Menu

Implementing the Atom Publishing Protocol

July 19, 2006

Joe Gregorio

The Atom Publishing Protocol (APP) is nearing completion, many of the issues that I pointed out in a previous article have settled down, and there is work being done on implementations and interoperability. Although the interoperability work will go on for years to come, we can put together an implementation and discuss the requirements the APP puts on you, the gotchas, and the ways we can optimize the service. If you've been following along with Restful Web columns at home, you won't be surprised that the implementation is in Python. In future articles we'll start building more complex services on top of this APP implementation.

Before we dive into the code, let's back up and take a high-level look at what we need to implement. For reference, we'll be implementing draft -08 of the Atom Publishing Protocol. At the conclusion of "How to Create a REST Protocol" the four primary questions about a REST protocol are answered and a table describes the protocol. Table 1 is just such a table for the Atom Publishing Protocol.

Table 1.

Resource

HTTP Method

Representation

Description

Introspection

GET

Introspection Document

Enumerates a set of collections and lists their URIs and other information about the collections.

Collection

GET

Atom Feed

A list of member of the collection. Note that this may be a subset of all entries in the collection.

Collection

POST

Atom Entry

Create a new entry in the collection.

Member

GET

Atom Entry

Get the Atom Entry.

Member

PUT

Atom Entry

Update the Atom Entry.

Member

DELETE

N/A

Delete the Atom Entry from the collection.

All of these operations are pretty obvious, except using GET on a collection.

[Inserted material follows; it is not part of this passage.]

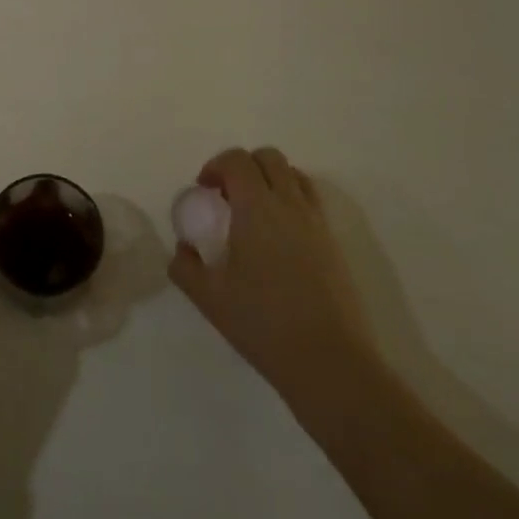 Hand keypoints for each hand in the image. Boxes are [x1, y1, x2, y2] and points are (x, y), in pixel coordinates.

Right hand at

In that case, the response to a GET may not return all of the entries in a collection. Actually, if it's a large collection I really hope it doesn't return all the entries in the collection. So the initial GET returns what may be a subset of the entries in the collection, ordered in reverse chronological order of their atom:updated date. Note that this means the most recently updated entries are returned first in the feed. If the feed returned doesn't contain all the entries in the collection, then the feed will contain an atom:link element of type "next" that points to another feed with the next set of entries in the collection -- it will also be ordered in reverse atom:updated chronological order. Reverse atom:updated chronological order is quite a mouthful, and it doesn't even abbreviate very nicely; "RAUCO" sounds more like a Soprano's character than a technical term.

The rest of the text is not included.